WHAT IS NEEDED:
Output only the entries, exactly as given, without the pictures.

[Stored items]
-- Opening Marker --

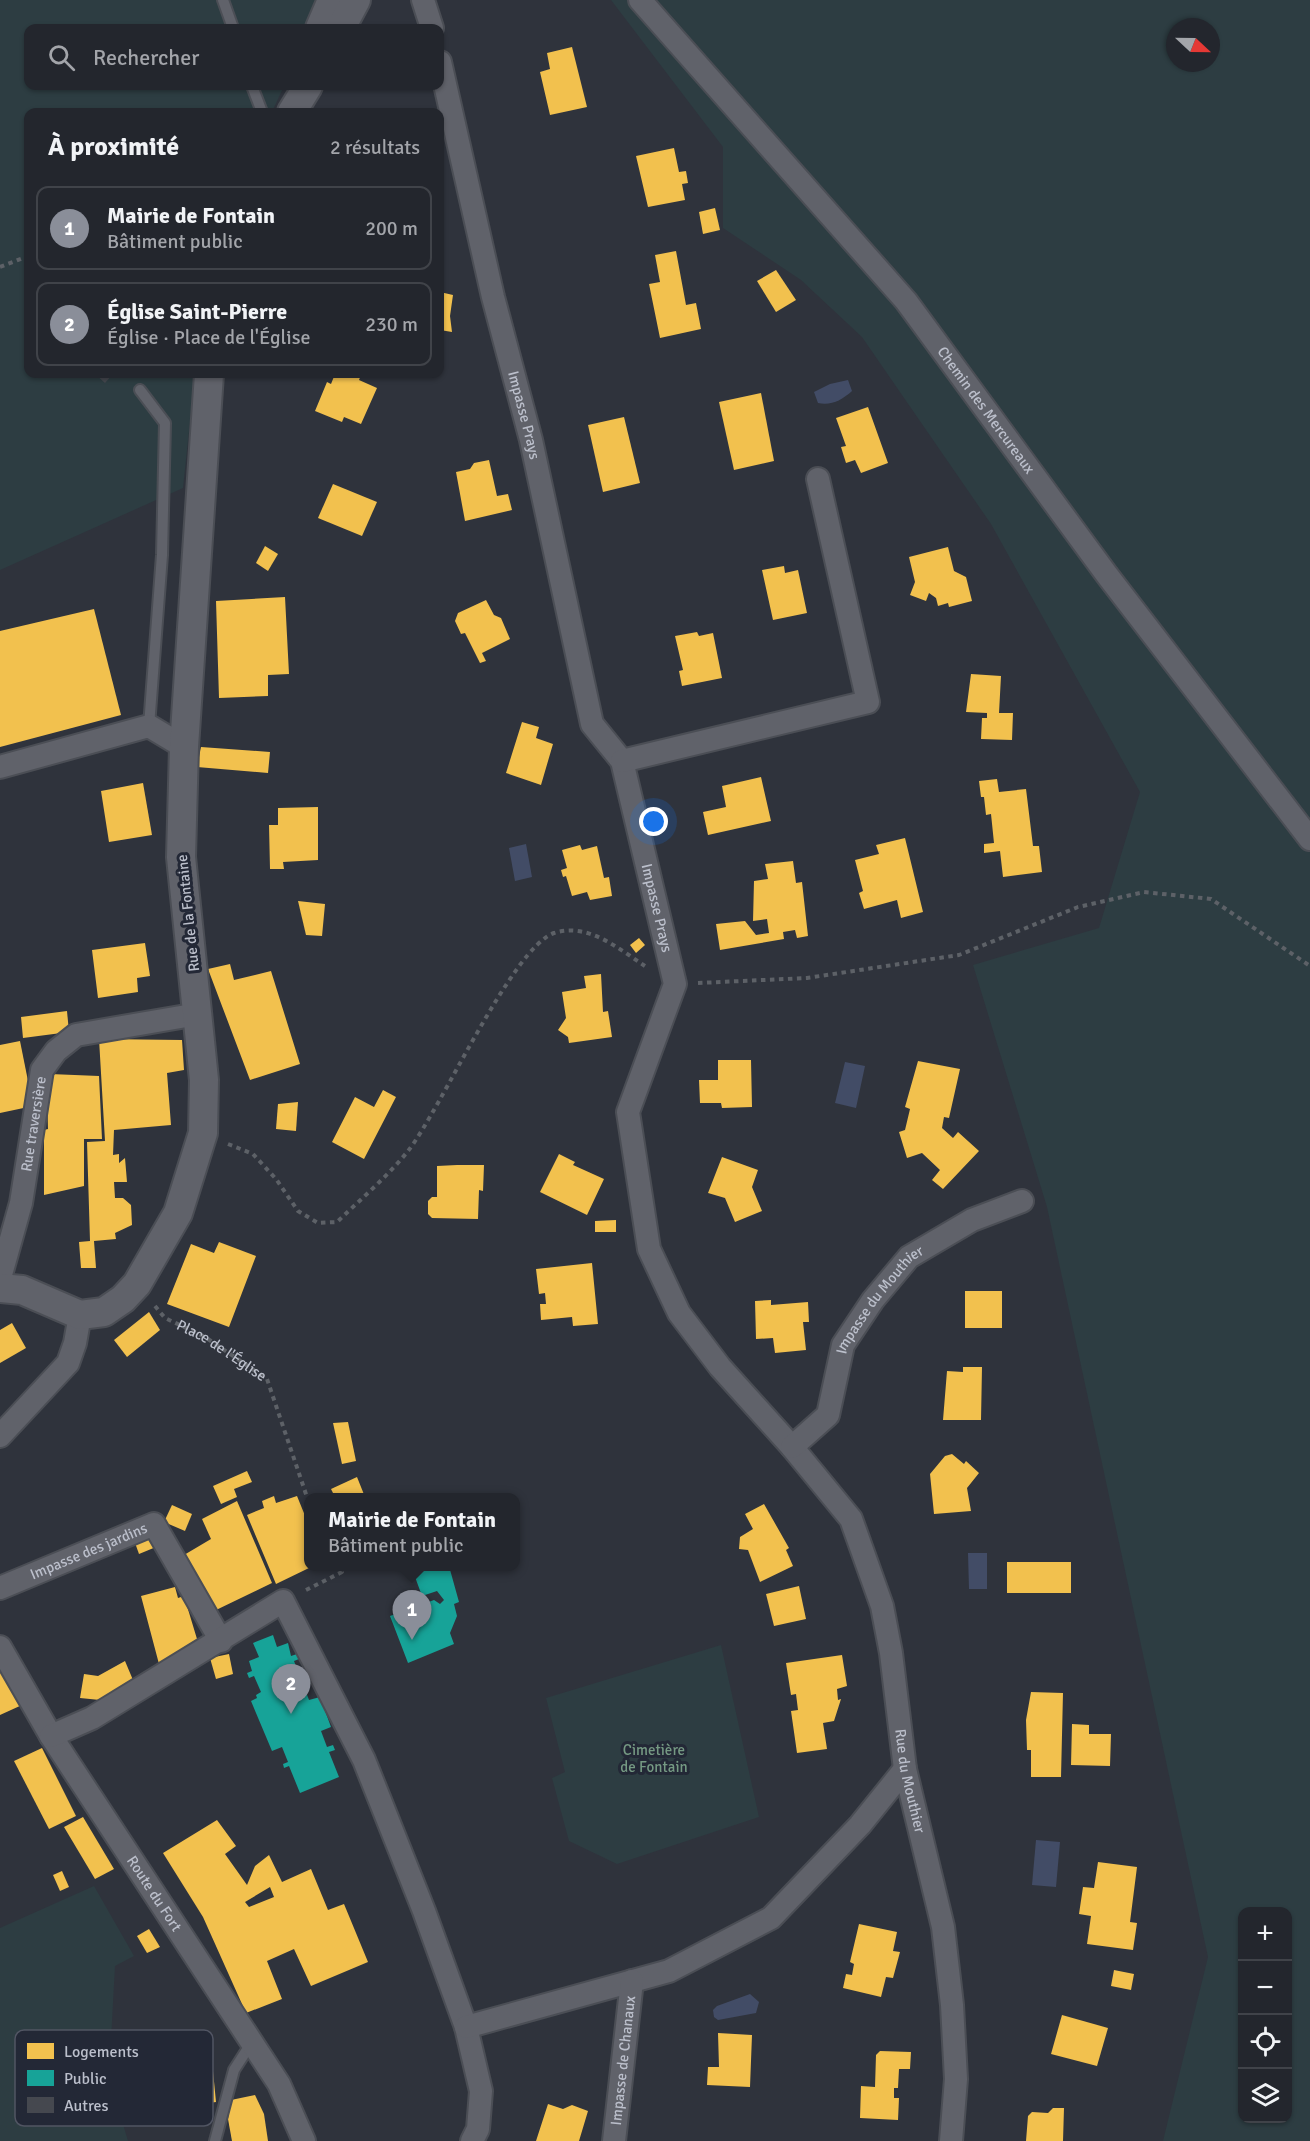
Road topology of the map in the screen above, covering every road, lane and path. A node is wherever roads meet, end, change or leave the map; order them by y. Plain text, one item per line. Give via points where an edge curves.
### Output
1 (223, 0) edge
2 (332, 0) edge
3 (356, 0) edge
4 (423, 0) edge
5 (640, 0) edge
6 (231, 24) edge
7 (322, 24) edge
8 (343, 24) edge
9 (431, 24) edge
10 (444, 80) edge
11 (254, 90) edge
12 (260, 108) edge
13 (24, 258) edge
14 (0, 267) edge
15 (209, 378) edge
16 (140, 390) dead end
17 (818, 479) dead end
18 (149, 726) junction
19 (184, 747) junction
20 (622, 760) junction
21 (0, 767) edge
22 (1310, 840) edge
23 (1310, 966) edge
24 (675, 984) junction
25 (198, 1014) junction
26 (203, 1133) junction
27 (1022, 1201) dead end
28 (0, 1278) edge
29 (137, 1284) junction
30 (0, 1288) edge
31 (80, 1315) junction
32 (0, 1436) edge
33 (792, 1447) junction
34 (307, 1493) edge
35 (342, 1571) edge
36 (0, 1588) edge
37 (283, 1601) junction
38 (221, 1641) junction
39 (0, 1647) edge
40 (51, 1736) junction
41 (905, 1769) junction
42 (633, 1981) junction
43 (466, 2027) junction
44 (252, 2041) junction
45 (215, 2141) edge
46 (304, 2141) edge
47 (472, 2141) edge
48 (614, 2141) edge
49 (951, 2141) edge

1 - 6 lane
2 - 7 street
3 - 8 street
4 - 9 street
5 - 22 street, Chemin des Mercureaux via 906,301 1107,575
10 - 20 street, Impasse Prays via 493,297 531,440 592,723
11 - 12 lane
13 - 14 path
15 - 19 street, Rue de la Fontaine
16 - 18 lane via 165,423 162,555
17 - 20 street via 868,702
18 - 19 street
18 - 21 street
19 - 25 street, Rue de la Fontaine via 181,857
20 - 24 street, Impasse Prays
23 - 24 path via 1211,899 1144,892 1078,907 958,955 807,978
24 - 26 path via 599,936 571,931 553,934 536,945 491,1010 408,1150 337,1222 318,1223 298,1211 253,1154
24 - 33 street, Rue du Mouthier via 628,1112 649,1249 679,1313 720,1367
25 - 26 street, Rue de la Fontaine via 204,1080
25 - 28 street, Rue traversière via 76,1035 56,1051 42,1070 21,1203
26 - 29 street, Rue de la Fontaine via 178,1213
27 - 33 street, Impasse du Mouthier via 972,1220 909,1257 843,1345 828,1415
29 - 31 street, Rue de la Fontaine via 104,1312
29 - 34 path, Place de l'Église via 165,1318 205,1337 267,1379
30 - 31 street via 22,1290
31 - 32 street via 68,1363
33 - 41 street, Rue du Mouthier via 851,1520 882,1606
35 - 37 path
36 - 38 street, Impasse des jardins via 154,1524
37 - 38 street
37 - 43 street via 364,1760
38 - 40 street via 92,1718
39 - 40 street, Route du Fort
40 - 44 street, Route du Fort
41 - 42 street via 860,1825 771,1918 669,1971
41 - 49 street, Rue du Mouthier via 943,1927 956,2079
42 - 43 street
42 - 48 street, Impasse de Chanaux
43 - 47 street via 481,2091 478,2128
44 - 45 lane via 234,2070
44 - 46 street, Route du Fort via 279,2084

-- Closing Marker --

YOUR SOLUTION:
Road topology of the map in the screen above, covering every road, lane and path. A node is wherever roads meet, end, change or leave the map; order them by y. Plain text, one item per line. Give via points where an edge curves.
### Output
1 (223, 0) edge
2 (332, 0) edge
3 (356, 0) edge
4 (423, 0) edge
5 (640, 0) edge
6 (231, 24) edge
7 (322, 24) edge
8 (343, 24) edge
9 (431, 24) edge
10 (444, 80) edge
11 (254, 90) edge
12 (260, 108) edge
13 (24, 258) edge
14 (0, 267) edge
15 (209, 378) edge
16 (140, 390) dead end
17 (818, 479) dead end
18 (149, 726) junction
19 (184, 747) junction
20 (622, 760) junction
21 (0, 767) edge
22 (1310, 840) edge
23 (1310, 966) edge
24 (675, 984) junction
25 (198, 1014) junction
26 (203, 1133) junction
27 (1022, 1201) dead end
28 (0, 1278) edge
29 (137, 1284) junction
30 (0, 1288) edge
31 (80, 1315) junction
32 (0, 1436) edge
33 (792, 1447) junction
34 (307, 1493) edge
35 (342, 1571) edge
36 (0, 1588) edge
37 (283, 1601) junction
38 (221, 1641) junction
39 (0, 1647) edge
40 (51, 1736) junction
41 (905, 1769) junction
42 (633, 1981) junction
43 (466, 2027) junction
44 (252, 2041) junction
45 (215, 2141) edge
46 (304, 2141) edge
47 (472, 2141) edge
48 (614, 2141) edge
49 (951, 2141) edge

1 - 6 lane
2 - 7 street
3 - 8 street
4 - 9 street
5 - 22 street, Chemin des Mercureaux via 906,301 1107,575
10 - 20 street, Impasse Prays via 493,297 531,440 592,723
11 - 12 lane
13 - 14 path
15 - 19 street, Rue de la Fontaine
16 - 18 lane via 165,423 162,555
17 - 20 street via 868,702
18 - 19 street
18 - 21 street
19 - 25 street, Rue de la Fontaine via 181,857
20 - 24 street, Impasse Prays
23 - 24 path via 1211,899 1144,892 1078,907 958,955 807,978
24 - 26 path via 599,936 571,931 553,934 536,945 491,1010 408,1150 337,1222 318,1223 298,1211 253,1154
24 - 33 street, Rue du Mouthier via 628,1112 649,1249 679,1313 720,1367
25 - 26 street, Rue de la Fontaine via 204,1080
25 - 28 street, Rue traversière via 76,1035 56,1051 42,1070 21,1203
26 - 29 street, Rue de la Fontaine via 178,1213
27 - 33 street, Impasse du Mouthier via 972,1220 909,1257 843,1345 828,1415
29 - 31 street, Rue de la Fontaine via 104,1312
29 - 34 path, Place de l'Église via 165,1318 205,1337 267,1379
30 - 31 street via 22,1290
31 - 32 street via 68,1363
33 - 41 street, Rue du Mouthier via 851,1520 882,1606
35 - 37 path
36 - 38 street, Impasse des jardins via 154,1524
37 - 38 street
37 - 43 street via 364,1760
38 - 40 street via 92,1718
39 - 40 street, Route du Fort
40 - 44 street, Route du Fort
41 - 42 street via 860,1825 771,1918 669,1971
41 - 49 street, Rue du Mouthier via 943,1927 956,2079
42 - 43 street
42 - 48 street, Impasse de Chanaux
43 - 47 street via 481,2091 478,2128
44 - 45 lane via 234,2070
44 - 46 street, Route du Fort via 279,2084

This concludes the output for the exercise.